De pequeña, quería ser

una mujer como ella.

Era muy dulce para mí

andar a su lado

con los cacharros 

que me regalaba la nodriza,

jugar a la reina,

imitar los movimientos

que hacía en la cocina

mientras les preparaba 

a mi padre y a Orestes

sus platos favoritos.

Pero se fue

el marido 

y yo

escuché sus gritos 

en las noches de locura

y de insomnio:

“Dejar de ser amada es convertirse en invisible”
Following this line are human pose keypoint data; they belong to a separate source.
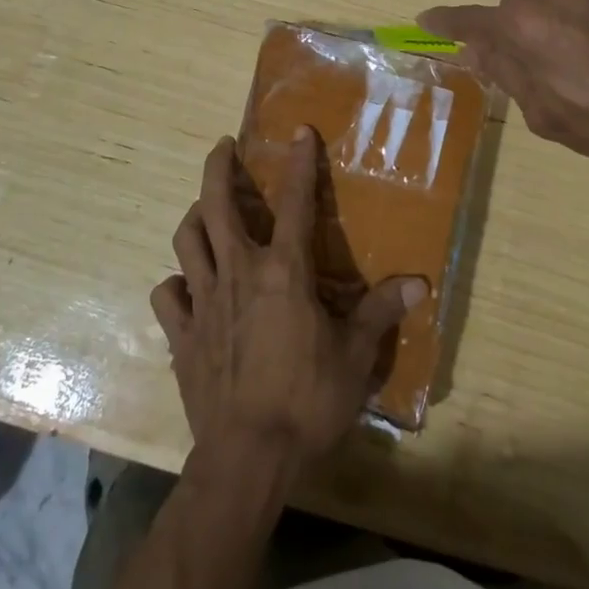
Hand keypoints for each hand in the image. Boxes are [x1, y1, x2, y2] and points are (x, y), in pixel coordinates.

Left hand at [151, 132, 427, 466]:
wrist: (248, 456)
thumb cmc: (307, 401)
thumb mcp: (355, 356)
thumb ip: (381, 312)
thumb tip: (420, 283)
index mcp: (283, 272)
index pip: (295, 202)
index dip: (299, 163)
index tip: (299, 132)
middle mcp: (238, 272)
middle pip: (217, 205)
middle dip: (218, 168)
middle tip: (223, 147)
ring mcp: (204, 301)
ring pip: (187, 240)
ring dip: (195, 217)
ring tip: (205, 209)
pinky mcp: (182, 334)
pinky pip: (168, 296)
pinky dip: (175, 283)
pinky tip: (185, 286)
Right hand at [420, 0, 588, 194]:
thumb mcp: (548, 115)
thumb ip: (508, 76)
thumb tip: (477, 51)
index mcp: (526, 25)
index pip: (472, 20)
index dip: (446, 23)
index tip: (425, 21)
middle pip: (514, 10)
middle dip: (513, 35)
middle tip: (530, 72)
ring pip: (553, 5)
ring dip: (551, 29)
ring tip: (580, 70)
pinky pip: (588, 5)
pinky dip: (584, 25)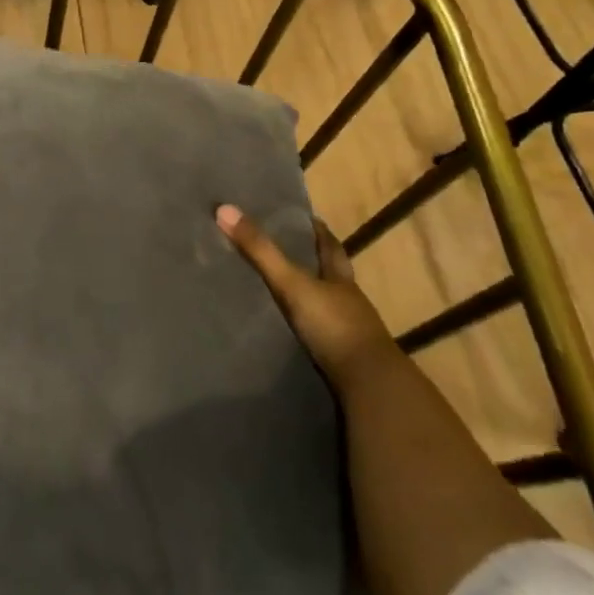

“Tú ya no te das cuenta de que poseo un cuerpo”,

aullaba subida a la torre del centinela.

El viento que venía de Asia 

amplificaba los alaridos

más fuertes que las olas

estampándose contra las rocas

colina abajo.

 

Yo estaba ahí

una niña invisible.

¿No entendías

madre

que ejecutabas en los actos 

lo mismo que en las palabras

decías padecer?

A sus pies, en la arena

esperaba el momento

en que olvidara

a ese hombre.

Si me hubiera dedicado

el tiempo que dura 

plegar un barquito de papel

o pintar un corazón 

en la piedra

de alguna cueva.

 

¡Afilar el cuchillo de mi hermano

fue lo único que aprendí de Clitemnestra! 

 

¿Es que no me ves madre?

Ah, la eternidad

no apaga mi única

e incesante pregunta.

Estoy acá

frente a vos 

con los ojos abiertos

debajo de tus ojos.

Si pudiera derribar

esta única noche infinita,

la lanzaría a tus pies

para que estemos

               las dos

del mismo lado. 

 

Es inútil

yo soy 

la no nacida.

Acá no hay nada

más que

una caída hacia afuera

que repite siempre 

el mismo error.

Demasiado tarde comprendo

que llorabas por vos y no por ella,

cuando murió mi hermana. 

Demasiado tarde

me equivoco con Orestes.

¿De verdad creías 

que se trataba de mi padre?

Un solo dolor

necesitaba provocarte, 

la última visión

que te llevarías de este mundo:

el mismo rostro

que son dos,

el de tu hijo varón

y el de tu asesino.

 

Pero, tampoco a mi hermano

lo veías.

Tu muerte o 

mi venganza

es apenas

una corrupción de alas

para una ley de fuego:

vos y mi padre,

dos caras

de una misma moneda.

 

Soy tan extraña.

Una exiliada de vos

que devora tu lado tenebroso y,

el lugar donde venís, 

cada vez, a desterrarte

a escarbarme esta tumba 

debajo del corazón, 

esta sombra que divulga

tu condena en el mundo.

¿No reconoces la herida, madre?

¿No me ves la señal

que te lleva a morir y a renacer

en este oficio de oscuridades?

Soy el refugio de paso para el crimen,

el pecado que te convierte

en víctima y en verdugo.

¿No ves

cómo se desprende

en mí

una y otra vez

la máscara última, 

la que te recubre a vos

con cara de hombre?

 

¿A quién hablo?

¡Qué infinita confusión de ausencias!

Me asusta estar hablando

sola de estas cosas. 

Desconfío de los signos

sin voz. 

¿Es verdad, rey Lizio,

que podés escucharme? 

¿de qué modos paseás

los divinos ojos oblicuos

sobre estas letras

consumidas por el tiempo?

¿Cómo hacés 

para que de nuevo canten?

¿Persiste en ellas

la tibieza del cuerpo de Electra

algo de la voz de esa niña

que juntaba piedritas de colores 

en aquellos amaneceres violentos?

Yo lo he olvidado.

Tengo esta cara

y en las manos

una tablilla,

un significado como un punto ciego 

en el que todo lo que sé

de mí misma

se desvanece.

 

Escuché por ahí

otra versión

de la historia de la familia de los Atridas.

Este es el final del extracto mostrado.